Sweet Corn Growing Stages
First, as you watch for sweet corn to ripen, it’s helpful to understand corn’s growing stages:
- early growth: preparing for pollination
- mid-growth: pollination
- final growth: ripening
In the early growth stage, corn prepares for pollination. Tassels emerge at the top of the corn stalks. These contain the pollen needed to pollinate the ears of corn. A couple of weeks after the tassels emerge, a small ear of corn will begin to grow in the middle of the stalk.
In the mid growth stage, silks emerge from the top of the ears of corn. Each strand of silk is attached to a kernel of corn that needs to be pollinated. Corn is wind-pollinated, but if you don’t have much wind to help with pollination (or if you’ve planted a small corn planting), shake the stalk gently to help the pollen get to every strand of silk.
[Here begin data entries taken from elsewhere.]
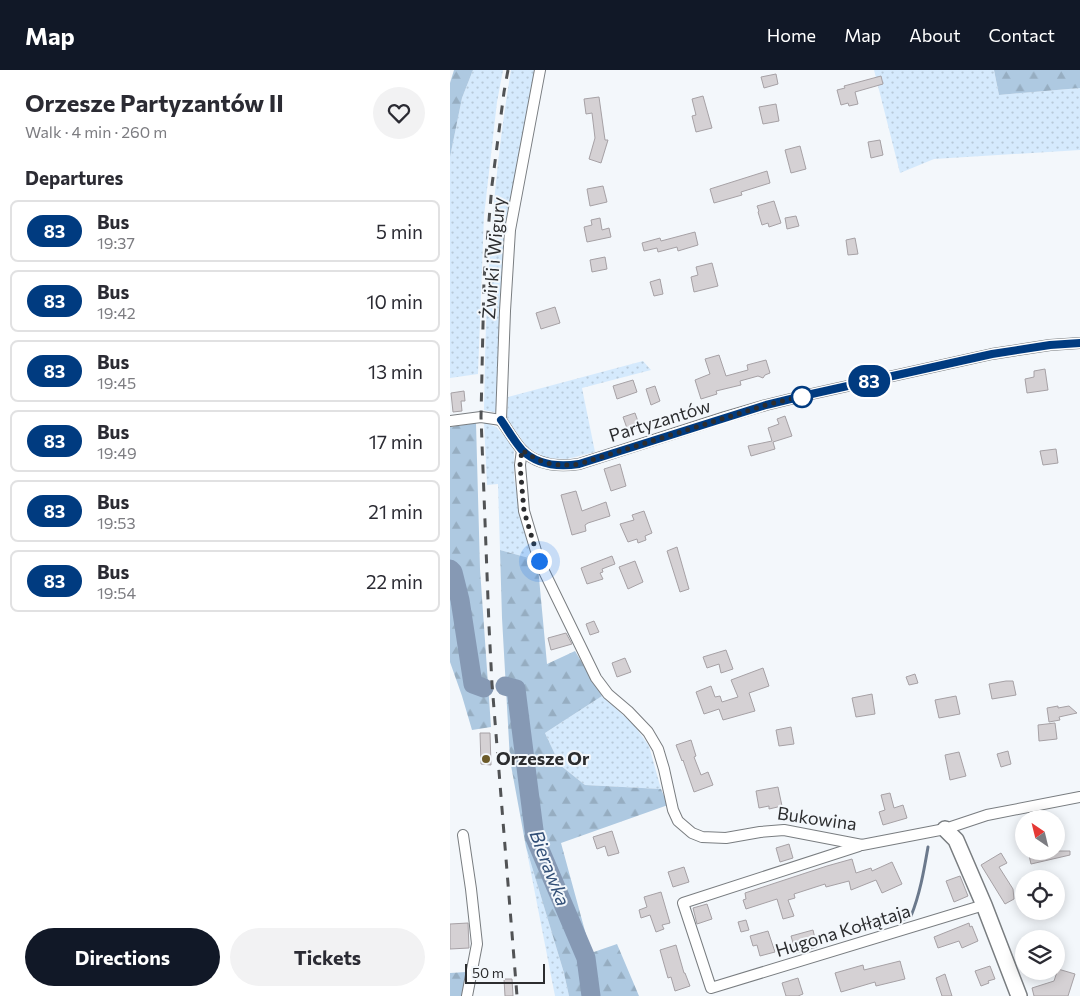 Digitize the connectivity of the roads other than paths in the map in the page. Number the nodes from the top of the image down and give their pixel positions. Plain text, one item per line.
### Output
1 (540, 70) edge
2 (1080, 343) edge
3 (501, 420) junction
4 (450, 421) edge
5 (522, 450) junction
6 (1080, 797) edge
7 (945, 829) junction
8 (463, 835) dead end
9 (862, 845) junction
10 (984, 905) junction
11 (467, 996) edge
12 (1019, 996) edge

1 - 3 street, Żwirki i Wigury
2 - 5 street, Partyzantów
3 - 4 street
3 - 5 street, Partyzantów
5 - 9 street, Bukowina
6 - 7 street, Bukowina
7 - 9 street, Bukowina
7 - 10 street
8 - 11 street
9 - 10 street, Hugona Kołłątaja
10 - 12 street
In the final growth stage, the cluster of silk turns brown and dries out as the ear begins to ripen to maturity. Also, the ear will start to angle away from the stalk. When you grasp the ear, a ripening ear of corn will transition from hard to soft as it nears maturity. The tip of the ear also changes from a definite point to a more blunted end. In this stage, the juice from the kernels changes as well. When pricked, ripe kernels will produce a milky white substance. If the fluid is clear, it’s not ready; if no fluid runs at all, it’s past maturity and likely inedible.
Picking Sweet Corn Too Early
As you can see with the stages corn goes through during the ripening process, it’s important not to pick too early or too late.
If you pick your corn too early, the kernels will still be hard because they haven’t had the time to plump and ripen. You don’t want to waste your effort and pick your corn too early. But keep a close eye on it — checking it daily — because it’s easy to wait too long.
Picking Sweet Corn Too Late
Likewise, you don’t want to harvest corn too late.
My first year I tested my corn by pricking a kernel, and I knew that it wasn’t quite ripe. I waited a week and tested again. By then it was too late. We tried to eat it, but it was mealy and not at all edible. The lesson here is this: when you see that your corn is ripening, watch it closely and check it daily so you don’t miss the prime window for harvest like I did.
Thankfully, after that one season, I learned the signs that corn is ready to harvest, and we’ve had a bumper crop of corn each year!
3 Signs that Corn is Ready to Harvest
To sum up, when corn is ready to pick, watch for these 3 signs:
- The silks are completely brown, dried out, and brittle.
- The ear is soft to the touch, and the tip is blunt instead of pointed.
- The juice from the kernel runs milky white.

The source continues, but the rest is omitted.